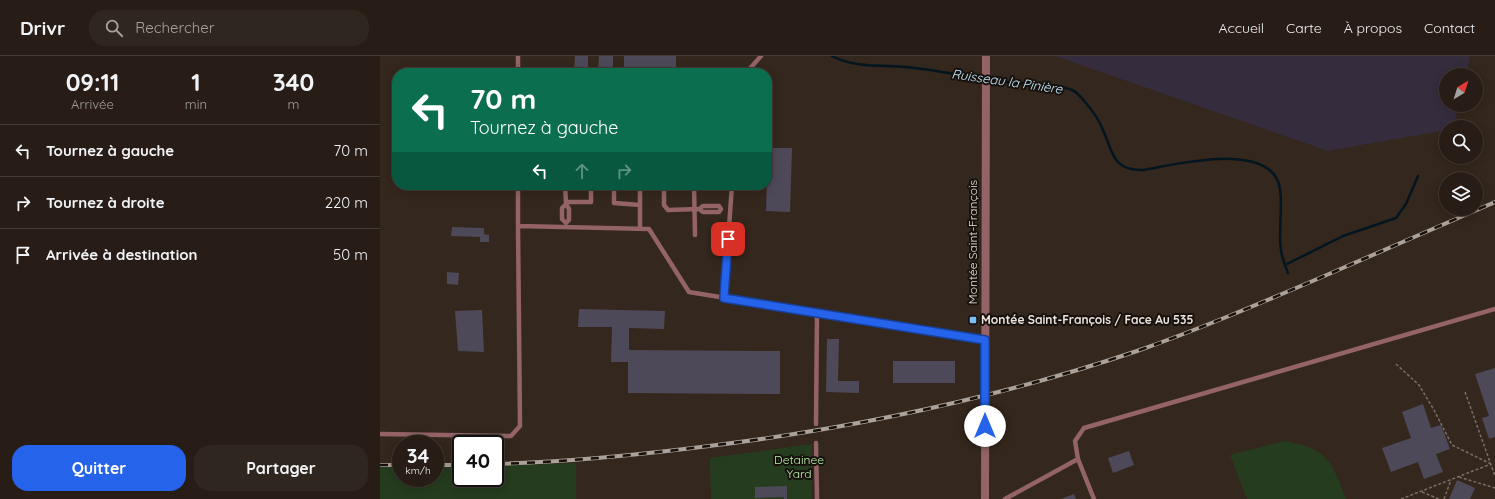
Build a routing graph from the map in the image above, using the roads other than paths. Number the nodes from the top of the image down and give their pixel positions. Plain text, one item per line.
1 (518, 56) edge
2 (761, 56) edge
3 (986, 59) edge
4 (518, 68) edge
5 (750, 68) edge
6 (518, 190) edge
7 (565, 190) edge
8 (591, 190) edge
9 (614, 190) edge
10 (640, 190) edge
11 (664, 190) edge
12 (694, 190) edge
13 (732, 190) edge
14 (566, 203) junction
15 (640, 205) junction
16 (696, 209) junction
17 (730, 210) junction
18 (566, 225) junction
19 (518, 226) junction
20 (640, 229) junction
21 (695, 235) dead end
22 (724, 298) junction
23 (1495, 309) edge
24 (817, 313) junction
25 (985, 340) junction
26 (816, 424) dead end
27 (380, 434) edge
28 (816, 443) dead end
29 (1078, 459) junction
30 (817, 499) edge
31 (985, 499) edge
32 (1005, 499) edge
33 (1094, 499) edge

1 - 4 lane
2 - 5 lane
3 - 25 street, Montée Saint-François
6 - 19 lane
7 - 14 lane
8 - 14 lane
9 - 15 lane
10 - 15 lane
11 - 16 lane
12 - 16 lane
13 - 17 lane
14 - 18 lane
14 - 18 lane
15 - 20 lane
16 - 17 lane
16 - 21 lane
17 - 22 lane
18 - 19 lane
18 - 20 lane
19 - 27 lane
20 - 22 lane
22 - 24 lane
23 - 29 lane
24 - 25 lane
24 - 26 lane
25 - 31 street, Montée Saint-François
28 - 30 lane
29 - 32 lane
29 - 33 lane

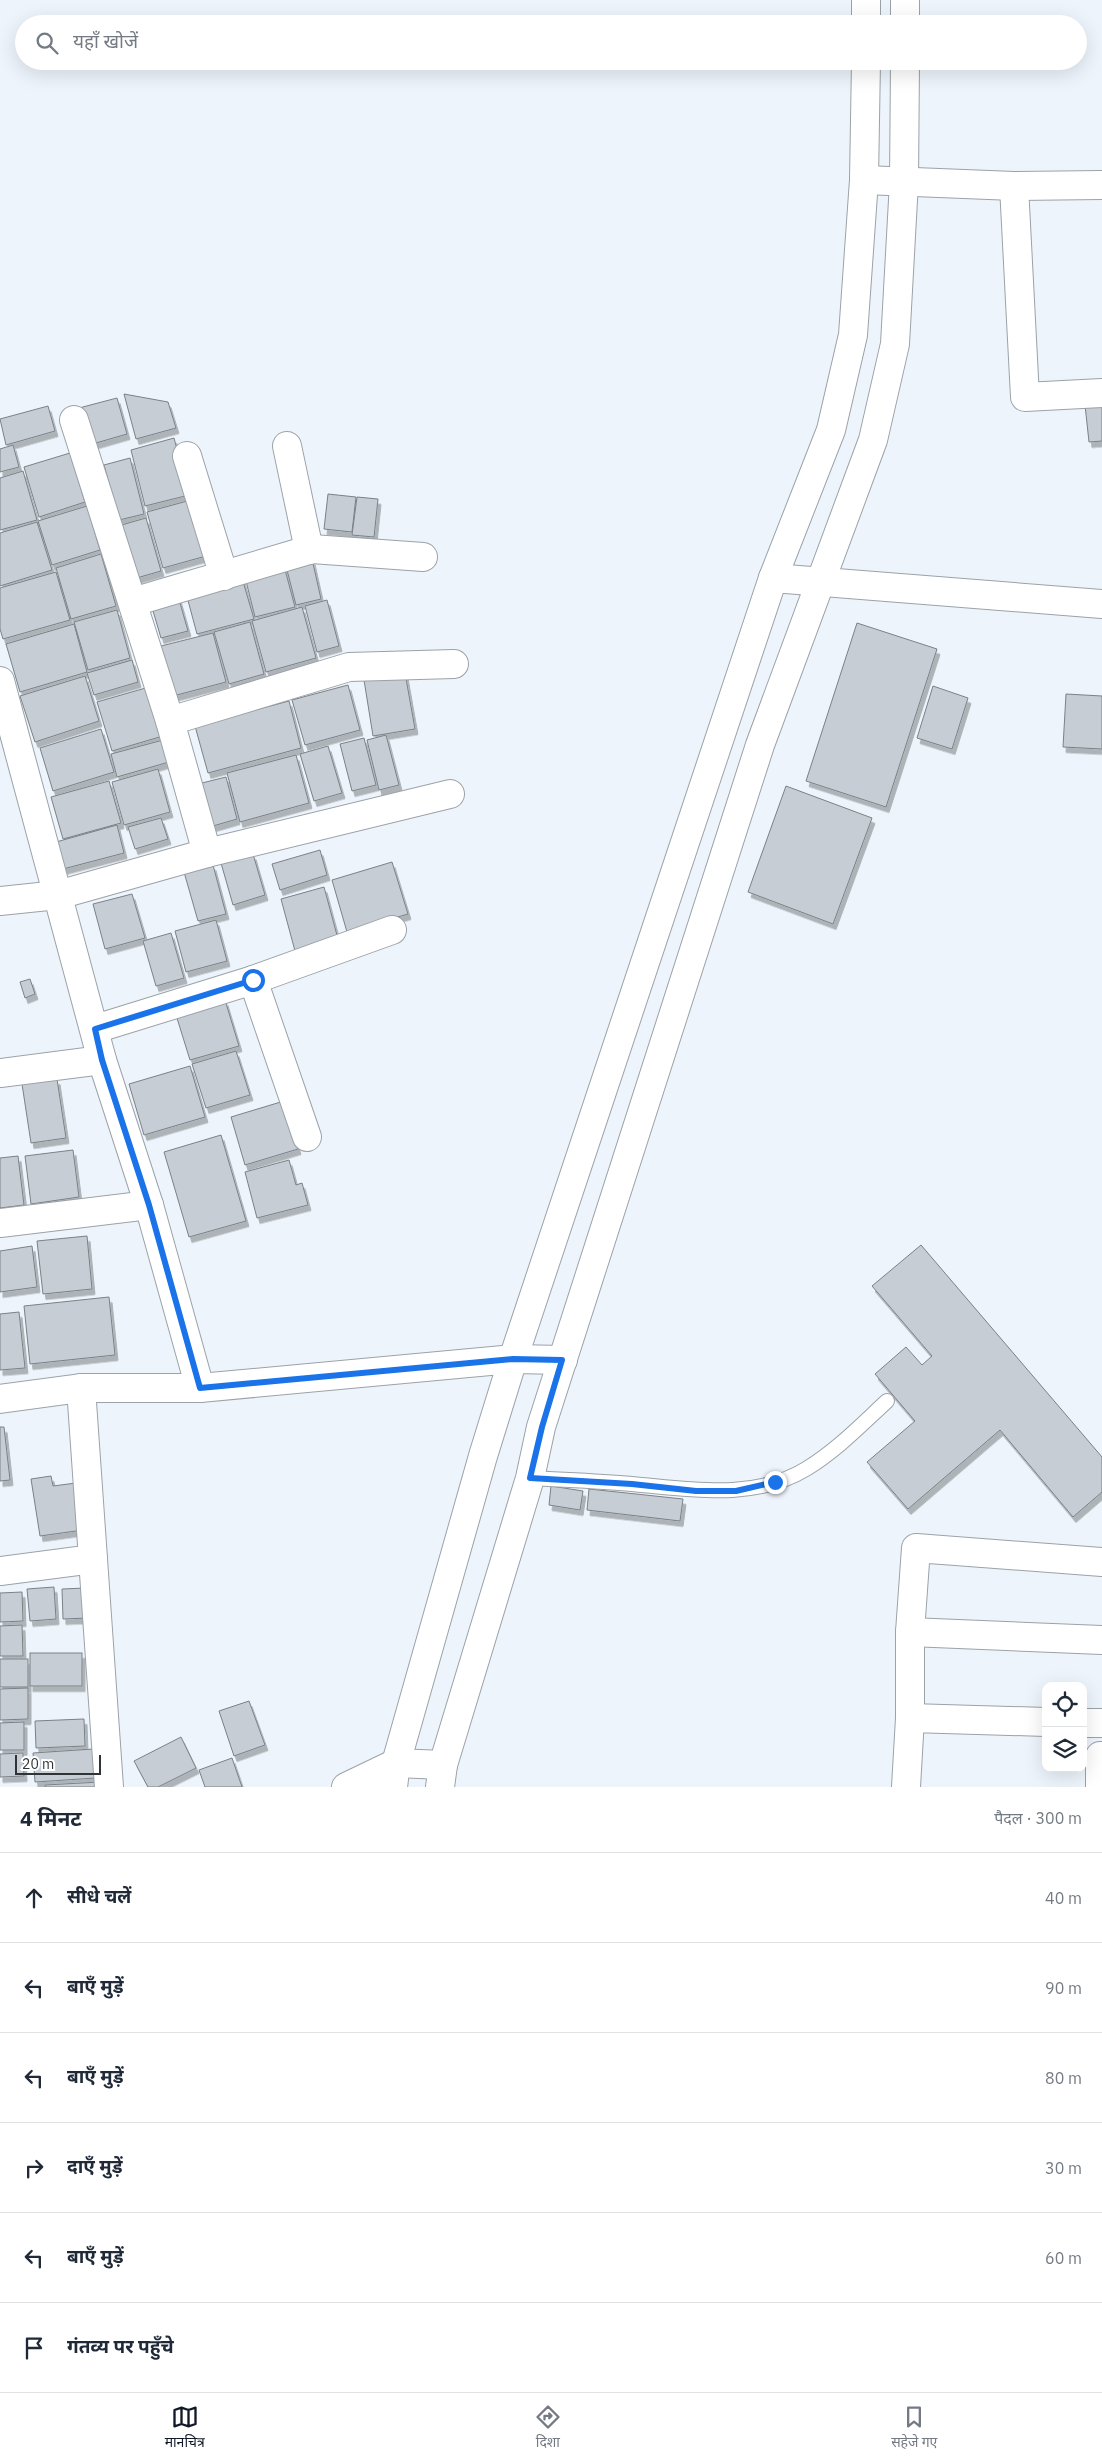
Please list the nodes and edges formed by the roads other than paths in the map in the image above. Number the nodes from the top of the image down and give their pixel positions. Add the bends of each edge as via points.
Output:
1 (866, 0) edge
2 (905, 0) edge
3 (866, 15) edge
4 (905, 15) edge
5 (866, 70) edge
6 (905, 70) edge
7 (864, 180) junction
8 (904, 182) junction
9 (1102, 185) edge
10 (1014, 186) junction
11 (1102, 393) edge
12 (74, 420) dead end
13 (286, 446) dead end
14 (187, 456) dead end
15 (309, 550) junction
16 (423, 557) dead end
17 (224, 576) junction
18 (773, 578) junction
19 (822, 582) junction
20 (133, 602) junction
21 (1102, 604) edge
22 (454, 664) dead end
23 (0, 681) edge
24 (170, 720) junction
25 (450, 794) dead end
26 (207, 852) junction
27 (58, 895) junction
28 (0, 901) edge
29 (392, 930) dead end
30 (253, 980) junction
31 (95, 1029) junction
32 (102, 1060) junction
33 (0, 1073) edge
34 (307, 1137) dead end
35 (149, 1205) junction
36 (0, 1223) edge
37 (513, 1359) junction
38 (562, 1360) junction
39 (81, 1388) junction
40 (200, 1388) junction
41 (0, 1399) edge
42 (887, 1401) dead end
43 (530, 1478) junction
44 (93, 1559) junction
45 (1102, 1562) edge
46 (0, 1571) edge
47 (910, 1632) junction
48 (1102, 1640) edge
49 (910, 1718) junction
50 (1042, 1722) edge
51 (1087, 1723) edge
52 (1102, 1723) edge
53 (1102, 1756) edge
54 (394, 1775) edge
55 (442, 1776) edge
56 (109, 1787) edge
57 (346, 1787) edge
58 (906, 1787) edge
59 (1100, 1787) edge

1 - 3 street
2 - 4 street
5 - 7 street
6 - 8 street
7 - 8 street
7 - 18 street via 853,335 831,430
8 - 10 street
8 - 19 street via 895,344 873,440
9 - 10 street
10 - 11 street via 1025,397
12 - 20 street
13 - 15 street
14 - 17 street
15 - 16 street
15 - 17 street
17 - 20 street
18 - 19 street
18 - 37 street
19 - 21 street
19 - 38 street via 760,745
20 - 24 street
22 - 24 street via 349,667
23 - 27 street
24 - 26 street
25 - 26 street
26 - 27 street
27 - 28 street
27 - 31 street
29 - 30 street
30 - 31 street
30 - 34 street
31 - 32 street
32 - 33 street
32 - 35 street
35 - 36 street
35 - 40 street
37 - 38 street
37 - 40 street
37 - 54 street
38 - 43 street
39 - 40 street
39 - 41 street
39 - 44 street
42 - 43 lane via 836,1448 805,1470 775,1482 736,1491 696,1491
43 - 55 street
44 - 46 street
44 - 56 street
45 - 47 street via 916,1548
47 - 48 street
47 - 49 street
49 - 50 street
49 - 58 street
51 - 52 street
53 - 59 street
54 - 55 street
54 - 57 street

• [Goal of the exercise] Output everything in the material exactly. Pictures stay out of it.

• [Answer to the exercise]
Build a routing graph from the map in the image above, using the roads other than paths. Number the nodes from the top of the image down and give their pixel positions. Plain text, one item per line.
1 (518, 56) edge
2 (761, 56) edge
3 (986, 59) edge
4 (518, 68) edge
5 (750, 68) edge
6 (518, 190) edge
7 (565, 190) edge
8 (591, 190) edge
9 (614, 190) edge
10 (640, 190) edge
11 (664, 190) edge
12 (694, 190) edge
13 (732, 190) edge
14 (566, 203) junction
15 (640, 205) junction
16 (696, 209) junction
17 (730, 210) junction
18 (566, 225) junction
19 (518, 226) junction
20 (640, 229) junction
21 (695, 235) dead end
22 (724, 298) junction
23 (1495, 309) edge
24 (817, 313) junction
25 (985, 340) junction
26 (816, 424) dead end
27 (380, 434) edge
28 (816, 443) dead end
29 (1078, 459) junction
30 (817, 499) edge
31 (985, 499) edge
32 (1005, 499) edge
33 (1094, 499) edge

1 - 4 lane
2 - 5 lane
3 - 25 street, Montée Saint-François
6 - 19 lane
7 - 14 lane
8 - 14 lane
9 - 15 lane
10 - 15 lane
11 - 16 lane
12 - 16 lane
13 - 17 lane
14 - 18 lane
14 - 18 lane
15 - 20 lane
16 - 17 lane
16 - 21 lane
17 - 22 lane
18 - 19 lane
18 - 20 lane
19 - 27 lane
20 - 22 lane
22 - 24 lane
23 - 29 lane
24 - 25 lane
24 - 26 lane
25 - 31 street, Montée Saint-François
28 - 30 lane
29 - 32 lane
29 - 33 lane

Please list the nodes and edges formed by the roads other than paths in the map in the image above. Number the nodes from the top of the image down and give their pixel positions. Add the bends of each edge as via points.
Output:
1 (866, 0) edge
2 (905, 0) edge
3 (866, 15) edge
4 (905, 15) edge
5 (866, 70) edge
6 (905, 70) edge
7 (864, 180) junction
8 (904, 182) junction
9 (1102, 185) edge
10 (1014, 186) junction
11 (1102, 393) edge
12 (74, 420) dead end
13 (286, 446) dead end
14 (187, 456) dead end
15 (309, 550) junction
16 (423, 557) dead end
17 (224, 576) junction
18 (773, 578) junction
19 (822, 582) junction
20 (133, 602) junction
21 (1102, 604) edge
22 (454, 664) dead end
23 (0, 681) edge
24 (170, 720) junction
25 (450, 794) dead end
26 (207, 852) junction
27 (58, 895) junction
28 (0, 901) edge
29 (392, 930) dead end
30 (253, 980) junction
31 (95, 1029) junction
32 (102, 1060) junction
33 (0, 1073) edge
34 (307, 1137) dead end
35 (149, 1205) junction
36 (0, 1223) edge
37 (513, 1359) junction
38 (562, 1360) junction
39 (81, 1388) junction
40 (200, 1388) junction
41 (0, 1399) edge
42 (887, 1401) dead end
43 (530, 1478) junction
44 (93, 1559) junction
45 (1102, 1562) edge
46 (0, 1571) edge
47 (910, 1632) junction
48 (1102, 1640) edge
49 (910, 1718) junction
50 (1042, 1722) edge
51 (1087, 1723) edge
52 (1102, 1723) edge
53 (1102, 1756) edge
54 (394, 1775) edge
55 (442, 1776) edge
56 (109, 1787) edge
57 (346, 1787) edge
58 (906, 1787) edge
59 (1100, 1787) edge

1 - 3 street
2 - 4 street
5 - 7 street
6 - 8 street
7 - 8 street
7 - 18 street via 853,335 831,430
8 - 10 street
8 - 19 street via 895,344 873,440
9 - 10 street
10 - 11 street via 1025,397
12 - 20 street
13 - 15 street
14 - 17 street
15 - 16 street
15 - 17 street
17 - 20 street
18 - 19 street
18 - 37 street
19 - 21 street
19 - 38 street via 760,745
20 - 24 street
22 - 24 street via 349,667
23 - 27 street
24 - 26 street
25 - 26 street
26 - 27 street
27 - 28 street
27 - 31 street
29 - 30 street
30 - 31 street
30 - 34 street
31 - 32 street
32 - 33 street
32 - 35 street
35 - 36 street
35 - 40 street
37 - 38 street
37 - 40 street
37 - 54 street
38 - 43 street
39 - 40 street
39 - 41 street
39 - 44 street
42 - 43 lane via 836,1448 805,1470 775,1482 736,1491 696,1491
43 - 55 street
44 - 46 street
44 - 56 street
45 - 47 street via 916,1548
47 - 48 street
47 - 49 street
49 - 50 street
49 - 58 street
51 - 52 street
53 - 59 street
54 - 55 street
54 - 57 street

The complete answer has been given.